■ Items from a dataset
########

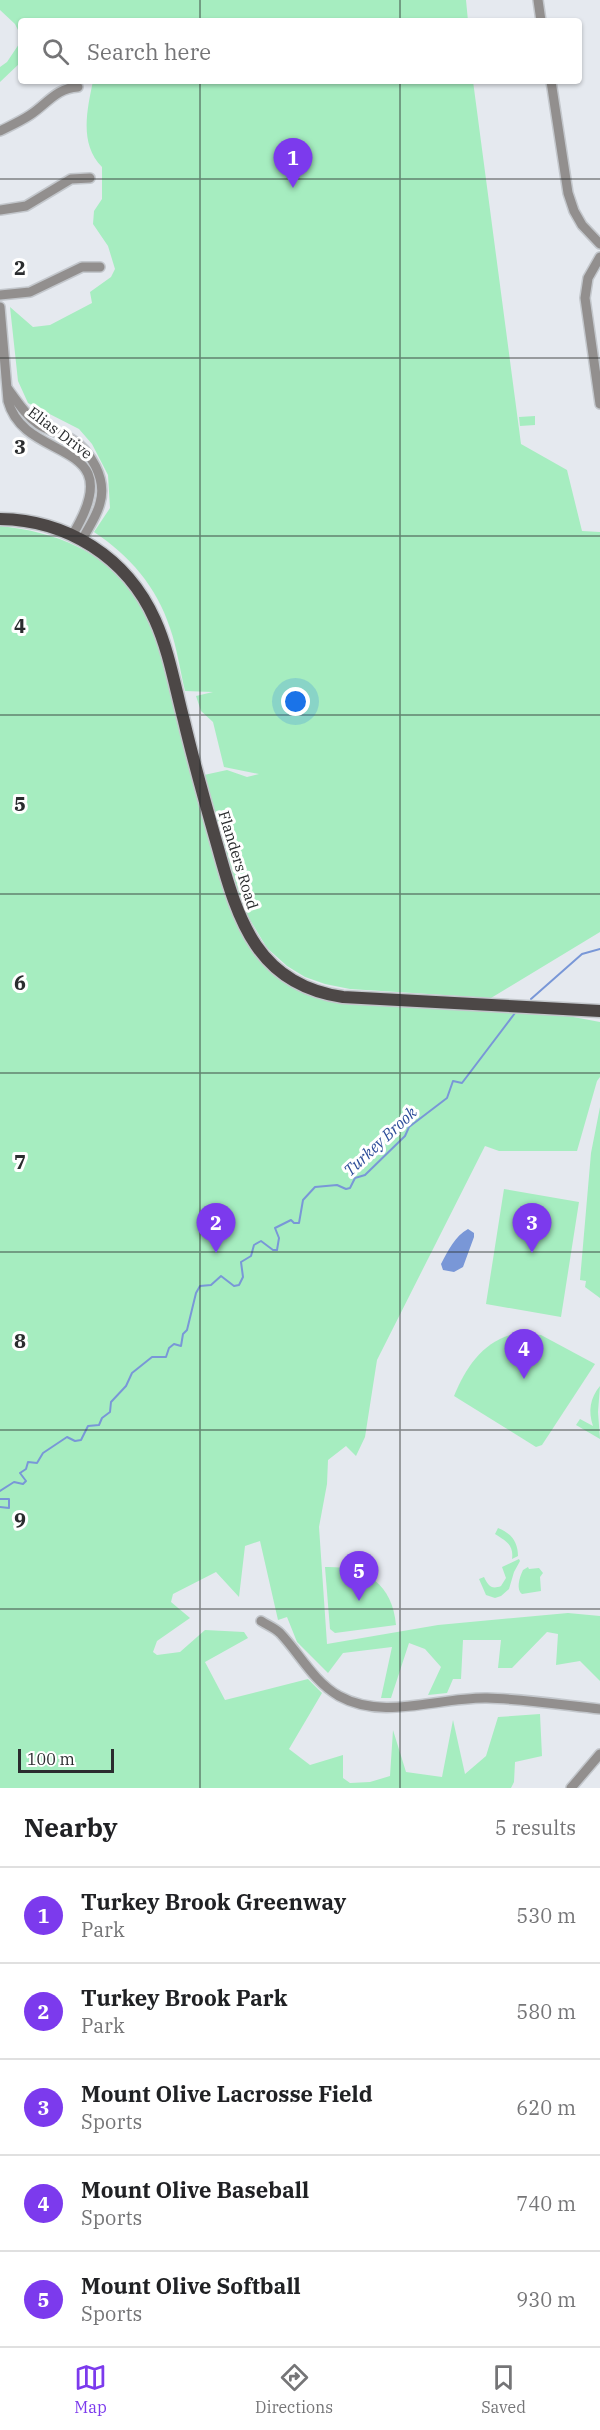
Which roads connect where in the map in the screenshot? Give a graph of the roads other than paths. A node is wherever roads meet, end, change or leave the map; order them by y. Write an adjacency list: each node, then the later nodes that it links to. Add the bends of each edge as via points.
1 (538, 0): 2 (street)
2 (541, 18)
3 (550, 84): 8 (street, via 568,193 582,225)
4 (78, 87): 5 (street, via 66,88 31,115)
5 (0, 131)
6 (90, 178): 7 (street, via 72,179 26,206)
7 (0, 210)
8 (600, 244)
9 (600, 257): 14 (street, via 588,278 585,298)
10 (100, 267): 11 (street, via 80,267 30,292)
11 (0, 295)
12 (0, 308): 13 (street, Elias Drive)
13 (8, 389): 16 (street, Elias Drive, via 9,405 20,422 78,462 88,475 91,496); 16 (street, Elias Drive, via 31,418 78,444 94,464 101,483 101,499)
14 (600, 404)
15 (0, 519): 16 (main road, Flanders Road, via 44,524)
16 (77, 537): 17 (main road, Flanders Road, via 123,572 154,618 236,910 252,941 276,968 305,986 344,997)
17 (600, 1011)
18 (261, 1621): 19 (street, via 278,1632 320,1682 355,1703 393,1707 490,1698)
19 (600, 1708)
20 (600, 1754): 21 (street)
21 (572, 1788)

########

■ WHAT YOU HAVE TO DO
Repeat every line above exactly, but omit all images.

■ EXERCISE OUTPUT
Which roads connect where in the map in the screenshot? Give a graph of the roads other than paths. A node is wherever roads meet, end, change or leave the map; order them by y. Write an adjacency list: each node, then the later nodes that it links to. Add the bends of each edge as via points.
1 (538, 0): 2 (street)
2 (541, 18)
3 (550, 84): 8 (street, via 568,193 582,225)
4 (78, 87): 5 (street, via 66,88 31,115)
5 (0, 131)
6 (90, 178): 7 (street, via 72,179 26,206)
7 (0, 210)
8 (600, 244)
9 (600, 257): 14 (street, via 588,278 585,298)
10 (100, 267): 11 (street, via 80,267 30,292)
11 (0, 295)
12 (0, 308): 13 (street, Elias Drive)
13 (8, 389): 16 (street, Elias Drive, via 9,405 20,422 78,462 88,475 91,496); 16 (street, Elias Drive, via 31,418 78,444 94,464 101,483 101,499)
14 (600, 404)
15 (0, 519): 16 (main road, Flanders Road, via 44,524)
16 (77, 537): 17 (main road, Flanders Road, via 123,572 154,618 236,910 252,941 276,968 305,986 344,997)
17 (600, 1011)
18 (261, 1621): 19 (street, via 278,1632 320,1682 355,1703 393,1707 490,1698)
19 (600, 1708)
20 (600, 1754): 21 (street)
21 (572, 1788)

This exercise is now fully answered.